To gloss or not to gloss.....

Discussion in 'FAQs' started by Woodie, Jun 29, 2001.

  1. Woodie

    Woodie Active Member

    All,

    Now that I have completed a couple of "makeovers" and half way through building a Victorian Raliways T Class hightop kit, I thought I'd get opinions on preferred finishes. I've done my rollingstock kits in Testors Glosscoat, (using floquil flat colours) and the loco's in Testors dullcoat (after gloss humbrol colours). The gloss looks a real clean shiny finish, but I feel the loco would look better in a cabinet, not on the layout. However the dullcoat look a bit more realistic on the layout. hmmmmmm. Opinions?

    TOOT!
  2. George

    George Member

    Sorry Mate!

    Never seen this kind of beast. A picture might help?

    George.
  3. Drew1125

    Drew1125 Active Member

    Woodie,
    It's really a matter of personal taste.
    I'm not familiar with the equipment you're talking about either.
    In the U.S., back when the Class 1's were still running their own passenger trains, a lot of pride was felt for these various "name" trains. These trains were kept in top-notch working order, & appearance, with equipment that gleamed. (they didn't call it a "varnish" for nothin')
    On the other hand, a road switcher running up & down a coal branch only needed horsepower, & not good looks.
    So my advice would be, if you're modeling a fast, classy passenger train, lay on the gloss. For the slow-moving little local freight, lay on a nice coat of road grime, & some Dullcote.
  4. Woodie

    Woodie Active Member

    [​IMG]

    A Victorian Railways T Class hi-top with W Class passenger rolling stock. This is typical Victorian Railways of the 60's - 80's. A set the same as this now graces the tracks of Garahbara!
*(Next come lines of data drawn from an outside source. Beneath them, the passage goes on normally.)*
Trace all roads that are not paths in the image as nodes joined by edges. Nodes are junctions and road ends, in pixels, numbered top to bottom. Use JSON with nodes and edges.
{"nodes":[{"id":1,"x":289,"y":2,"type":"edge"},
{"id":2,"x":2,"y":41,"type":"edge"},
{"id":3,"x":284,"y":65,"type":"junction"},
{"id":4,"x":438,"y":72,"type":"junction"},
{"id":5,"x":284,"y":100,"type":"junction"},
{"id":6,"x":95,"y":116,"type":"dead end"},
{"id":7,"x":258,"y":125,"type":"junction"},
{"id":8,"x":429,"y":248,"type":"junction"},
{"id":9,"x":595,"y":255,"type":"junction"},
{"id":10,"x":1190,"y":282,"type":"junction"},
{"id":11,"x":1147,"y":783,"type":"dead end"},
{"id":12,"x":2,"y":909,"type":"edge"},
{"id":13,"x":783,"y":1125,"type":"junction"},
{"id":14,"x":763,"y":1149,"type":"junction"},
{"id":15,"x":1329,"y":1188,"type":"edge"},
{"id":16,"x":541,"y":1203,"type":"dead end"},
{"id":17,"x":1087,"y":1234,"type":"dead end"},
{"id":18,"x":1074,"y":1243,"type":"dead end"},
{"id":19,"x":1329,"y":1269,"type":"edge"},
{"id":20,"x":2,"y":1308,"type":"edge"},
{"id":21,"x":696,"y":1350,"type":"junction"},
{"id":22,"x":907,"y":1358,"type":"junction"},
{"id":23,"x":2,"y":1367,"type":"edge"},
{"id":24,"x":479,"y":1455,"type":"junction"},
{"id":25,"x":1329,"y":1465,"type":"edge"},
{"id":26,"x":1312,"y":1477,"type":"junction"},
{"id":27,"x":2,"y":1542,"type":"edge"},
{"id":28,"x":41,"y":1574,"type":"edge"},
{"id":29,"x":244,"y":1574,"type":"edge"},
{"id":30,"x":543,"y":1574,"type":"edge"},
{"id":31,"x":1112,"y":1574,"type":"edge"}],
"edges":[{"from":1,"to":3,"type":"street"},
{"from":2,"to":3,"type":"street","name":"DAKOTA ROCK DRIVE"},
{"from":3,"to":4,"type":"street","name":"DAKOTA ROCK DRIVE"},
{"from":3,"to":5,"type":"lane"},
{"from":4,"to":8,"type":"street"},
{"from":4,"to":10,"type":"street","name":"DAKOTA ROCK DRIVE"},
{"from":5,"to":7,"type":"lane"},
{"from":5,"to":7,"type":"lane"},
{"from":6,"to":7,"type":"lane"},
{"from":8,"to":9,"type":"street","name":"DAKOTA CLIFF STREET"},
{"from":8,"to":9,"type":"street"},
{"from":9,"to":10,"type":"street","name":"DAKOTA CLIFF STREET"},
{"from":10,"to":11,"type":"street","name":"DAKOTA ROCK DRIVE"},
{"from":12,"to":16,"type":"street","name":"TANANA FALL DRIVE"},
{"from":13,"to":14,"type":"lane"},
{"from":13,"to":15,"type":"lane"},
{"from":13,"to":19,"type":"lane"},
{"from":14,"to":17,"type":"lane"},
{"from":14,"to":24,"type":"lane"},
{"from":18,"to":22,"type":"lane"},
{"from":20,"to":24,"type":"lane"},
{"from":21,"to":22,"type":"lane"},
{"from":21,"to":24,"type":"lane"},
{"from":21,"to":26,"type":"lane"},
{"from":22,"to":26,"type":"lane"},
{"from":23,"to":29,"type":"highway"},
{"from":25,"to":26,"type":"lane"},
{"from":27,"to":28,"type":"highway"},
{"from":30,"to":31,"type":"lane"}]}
    I found the dullcoat (aerosol spray) really settles the gloss down a bit (as I brush paint all my kits)

    TOOT!

    [This message has been edited by Woodie (edited 07-05-2001).]
  5. George

    George Member

    Woodie,

    I have to agree with Charlie. Those wagons look ancient and probably are. Depending on how well maintained they are, if it's a long distance haul, gloss. Local, flat finish.

    george.
  6. Woodie

    Woodie Active Member

    They make the most of rollingstock here. Those W Class wooden cars were built in the 20's 30's and were still in use in the 80's. They built a whole heap of rollingstock for the Melbourne Olympics in 56. (blue S Class) and most of these are still running today (with overhauls, and paint jobs!) It took them 60 years to replace the suburban rollingstock in Melbourne and Sydney too! So it gives me a good deal of years to prototype with!! hehehehe [​IMG]

    TOOT!

    [​IMG]

    The W Class and P Class (blue) built around 1956. (with T Class loco) circa 1973.

    [​IMG]

    The P Class as they are today. (3rd overhaul!)

    [This message has been edited by Woodie (edited 07-05-2001).]